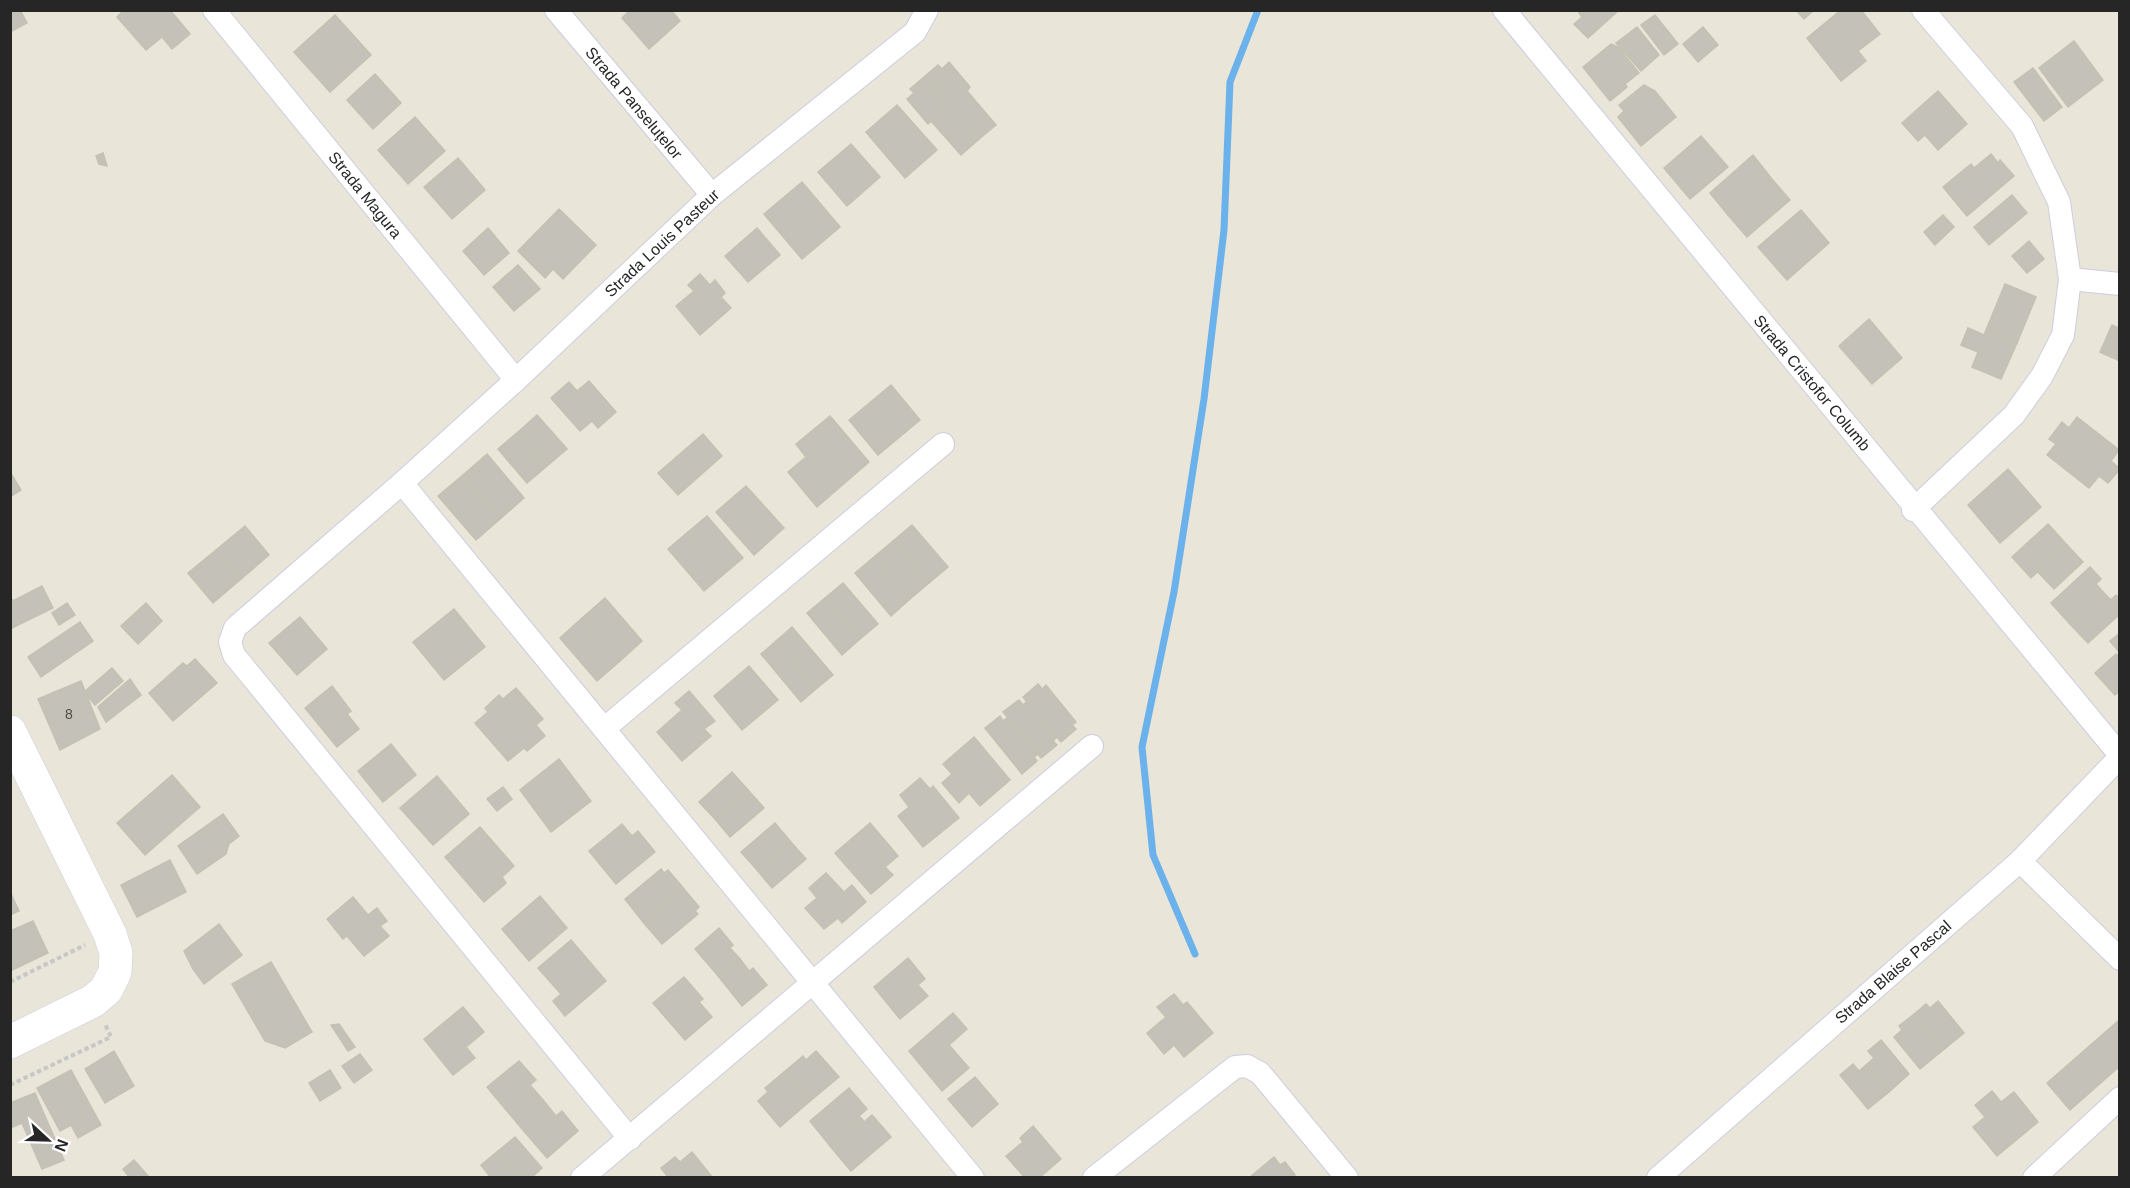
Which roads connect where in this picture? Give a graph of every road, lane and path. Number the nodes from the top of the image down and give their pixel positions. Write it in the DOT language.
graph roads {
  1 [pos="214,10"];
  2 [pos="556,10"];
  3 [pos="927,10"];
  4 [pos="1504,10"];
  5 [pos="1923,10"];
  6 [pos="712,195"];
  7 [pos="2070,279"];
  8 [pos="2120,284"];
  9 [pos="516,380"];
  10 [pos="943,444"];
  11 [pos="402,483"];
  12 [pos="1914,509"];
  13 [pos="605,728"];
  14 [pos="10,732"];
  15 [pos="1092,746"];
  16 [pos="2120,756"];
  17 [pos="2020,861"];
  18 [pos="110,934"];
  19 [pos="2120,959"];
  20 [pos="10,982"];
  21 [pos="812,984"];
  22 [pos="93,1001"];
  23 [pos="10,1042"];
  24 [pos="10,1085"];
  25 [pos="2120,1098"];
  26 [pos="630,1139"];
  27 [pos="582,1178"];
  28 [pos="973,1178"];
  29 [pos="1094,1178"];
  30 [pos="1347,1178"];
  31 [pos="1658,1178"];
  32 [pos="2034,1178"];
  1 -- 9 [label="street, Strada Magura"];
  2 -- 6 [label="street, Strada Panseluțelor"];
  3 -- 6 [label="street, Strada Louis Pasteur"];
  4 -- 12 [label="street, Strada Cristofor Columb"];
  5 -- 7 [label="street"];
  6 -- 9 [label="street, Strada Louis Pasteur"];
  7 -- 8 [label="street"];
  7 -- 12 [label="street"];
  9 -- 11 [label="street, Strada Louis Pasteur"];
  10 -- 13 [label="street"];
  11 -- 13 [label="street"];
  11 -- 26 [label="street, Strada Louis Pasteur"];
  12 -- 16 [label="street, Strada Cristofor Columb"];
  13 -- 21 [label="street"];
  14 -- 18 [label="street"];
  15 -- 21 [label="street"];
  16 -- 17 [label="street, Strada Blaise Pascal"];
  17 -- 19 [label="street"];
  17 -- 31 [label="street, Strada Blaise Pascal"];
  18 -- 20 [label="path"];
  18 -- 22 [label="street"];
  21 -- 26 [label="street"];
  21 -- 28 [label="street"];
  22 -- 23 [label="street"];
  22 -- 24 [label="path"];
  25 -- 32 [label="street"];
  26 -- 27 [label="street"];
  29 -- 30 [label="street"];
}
= = = = = = =
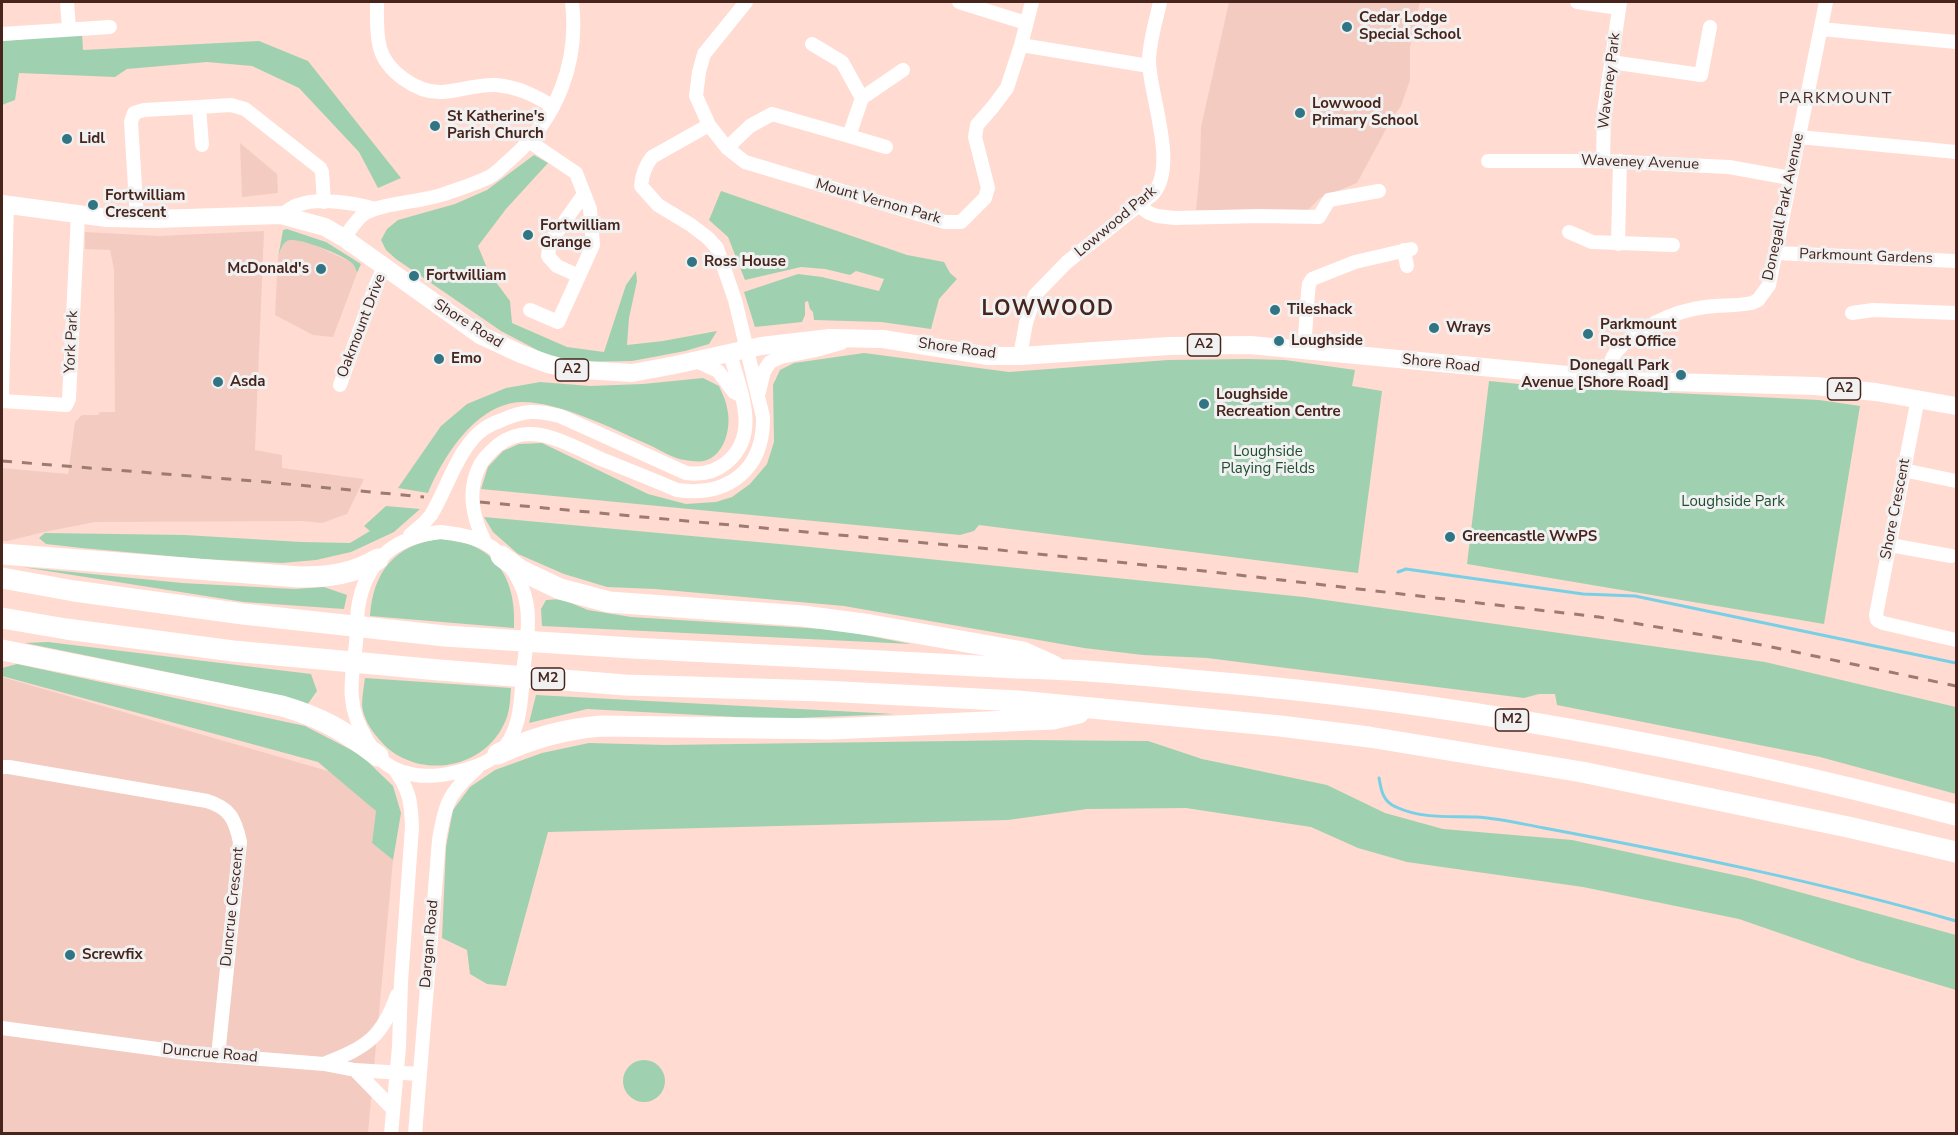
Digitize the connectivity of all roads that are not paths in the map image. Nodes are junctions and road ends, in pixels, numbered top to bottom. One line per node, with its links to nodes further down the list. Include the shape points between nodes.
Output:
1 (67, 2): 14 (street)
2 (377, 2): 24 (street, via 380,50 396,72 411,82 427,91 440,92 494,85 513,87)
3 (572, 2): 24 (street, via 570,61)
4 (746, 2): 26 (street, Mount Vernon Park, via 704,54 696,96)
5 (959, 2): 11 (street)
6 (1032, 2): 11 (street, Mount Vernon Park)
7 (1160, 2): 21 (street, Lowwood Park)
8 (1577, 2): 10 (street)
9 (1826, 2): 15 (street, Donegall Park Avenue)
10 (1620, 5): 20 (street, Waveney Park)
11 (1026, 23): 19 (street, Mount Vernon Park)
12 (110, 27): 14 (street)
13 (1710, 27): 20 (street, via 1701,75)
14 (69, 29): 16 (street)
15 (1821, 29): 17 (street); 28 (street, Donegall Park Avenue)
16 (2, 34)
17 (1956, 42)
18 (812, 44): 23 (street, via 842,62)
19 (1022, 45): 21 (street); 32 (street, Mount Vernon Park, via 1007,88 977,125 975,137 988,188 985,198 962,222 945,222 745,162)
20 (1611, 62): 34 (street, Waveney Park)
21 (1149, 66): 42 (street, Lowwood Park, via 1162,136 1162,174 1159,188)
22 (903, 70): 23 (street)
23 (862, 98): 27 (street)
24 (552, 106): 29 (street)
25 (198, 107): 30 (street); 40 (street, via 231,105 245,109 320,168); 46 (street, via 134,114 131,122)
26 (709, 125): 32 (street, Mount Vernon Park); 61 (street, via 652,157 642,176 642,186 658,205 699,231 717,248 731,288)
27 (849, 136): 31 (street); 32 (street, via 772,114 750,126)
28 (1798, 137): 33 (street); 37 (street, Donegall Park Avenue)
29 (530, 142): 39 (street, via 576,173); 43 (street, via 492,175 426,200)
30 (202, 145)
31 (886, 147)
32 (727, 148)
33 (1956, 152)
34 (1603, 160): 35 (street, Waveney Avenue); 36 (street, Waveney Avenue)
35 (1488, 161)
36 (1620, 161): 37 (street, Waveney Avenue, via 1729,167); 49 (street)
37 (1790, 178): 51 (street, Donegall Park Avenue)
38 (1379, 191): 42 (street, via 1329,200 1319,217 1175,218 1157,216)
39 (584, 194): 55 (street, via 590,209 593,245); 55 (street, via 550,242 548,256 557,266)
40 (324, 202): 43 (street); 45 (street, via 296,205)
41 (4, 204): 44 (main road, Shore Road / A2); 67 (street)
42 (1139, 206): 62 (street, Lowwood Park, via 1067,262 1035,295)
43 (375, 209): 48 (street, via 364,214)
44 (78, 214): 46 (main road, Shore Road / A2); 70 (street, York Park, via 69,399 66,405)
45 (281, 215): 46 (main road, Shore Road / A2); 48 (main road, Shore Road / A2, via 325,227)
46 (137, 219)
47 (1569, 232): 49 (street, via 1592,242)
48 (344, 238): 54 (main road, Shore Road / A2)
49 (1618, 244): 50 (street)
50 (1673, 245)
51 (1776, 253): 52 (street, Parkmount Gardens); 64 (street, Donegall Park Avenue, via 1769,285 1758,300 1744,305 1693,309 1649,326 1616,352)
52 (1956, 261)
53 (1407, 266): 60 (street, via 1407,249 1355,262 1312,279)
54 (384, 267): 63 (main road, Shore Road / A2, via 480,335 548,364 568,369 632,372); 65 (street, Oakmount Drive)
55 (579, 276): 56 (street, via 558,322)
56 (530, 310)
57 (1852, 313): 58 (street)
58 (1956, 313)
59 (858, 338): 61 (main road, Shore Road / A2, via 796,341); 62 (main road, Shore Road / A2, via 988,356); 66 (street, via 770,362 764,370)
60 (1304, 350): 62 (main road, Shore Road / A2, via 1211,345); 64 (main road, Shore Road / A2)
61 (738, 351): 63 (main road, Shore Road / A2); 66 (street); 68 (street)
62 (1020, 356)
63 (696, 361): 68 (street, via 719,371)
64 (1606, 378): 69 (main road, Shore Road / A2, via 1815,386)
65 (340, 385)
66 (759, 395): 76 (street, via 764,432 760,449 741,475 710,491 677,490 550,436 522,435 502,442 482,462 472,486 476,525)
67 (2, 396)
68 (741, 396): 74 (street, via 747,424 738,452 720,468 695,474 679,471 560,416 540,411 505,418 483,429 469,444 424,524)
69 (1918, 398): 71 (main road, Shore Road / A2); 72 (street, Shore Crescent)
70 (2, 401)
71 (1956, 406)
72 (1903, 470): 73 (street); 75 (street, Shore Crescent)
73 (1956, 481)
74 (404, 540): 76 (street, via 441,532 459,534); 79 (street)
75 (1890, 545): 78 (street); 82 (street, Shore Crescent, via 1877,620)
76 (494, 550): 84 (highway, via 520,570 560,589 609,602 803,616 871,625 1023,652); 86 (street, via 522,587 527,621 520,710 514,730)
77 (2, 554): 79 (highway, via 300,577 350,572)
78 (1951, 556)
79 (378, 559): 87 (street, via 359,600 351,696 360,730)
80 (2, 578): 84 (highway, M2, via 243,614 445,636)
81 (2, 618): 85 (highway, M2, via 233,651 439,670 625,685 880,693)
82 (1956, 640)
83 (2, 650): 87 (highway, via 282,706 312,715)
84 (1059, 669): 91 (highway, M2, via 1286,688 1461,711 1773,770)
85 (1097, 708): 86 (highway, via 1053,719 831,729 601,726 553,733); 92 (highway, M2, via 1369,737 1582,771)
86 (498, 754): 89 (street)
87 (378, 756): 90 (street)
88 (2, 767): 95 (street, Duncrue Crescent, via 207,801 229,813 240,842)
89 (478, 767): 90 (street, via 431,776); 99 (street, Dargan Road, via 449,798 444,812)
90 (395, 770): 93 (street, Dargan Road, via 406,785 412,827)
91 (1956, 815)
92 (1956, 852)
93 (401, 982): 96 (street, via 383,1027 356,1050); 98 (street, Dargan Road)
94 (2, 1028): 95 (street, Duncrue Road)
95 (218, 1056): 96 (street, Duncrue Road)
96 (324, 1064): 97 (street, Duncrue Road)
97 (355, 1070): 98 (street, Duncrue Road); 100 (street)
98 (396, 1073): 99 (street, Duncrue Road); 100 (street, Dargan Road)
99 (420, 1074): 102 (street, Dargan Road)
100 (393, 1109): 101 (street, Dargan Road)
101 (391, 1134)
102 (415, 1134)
= = = = = = =
Activity. Search the material above for the word "Pasteur", then copy out each line that has it.

Solution to the exercise.
  3 -- 6 [label="street, Strada Louis Pasteur"];
  6 -- 9 [label="street, Strada Louis Pasteur"];
  9 -- 11 [label="street, Strada Louis Pasteur"];
  11 -- 26 [label="street, Strada Louis Pasteur"];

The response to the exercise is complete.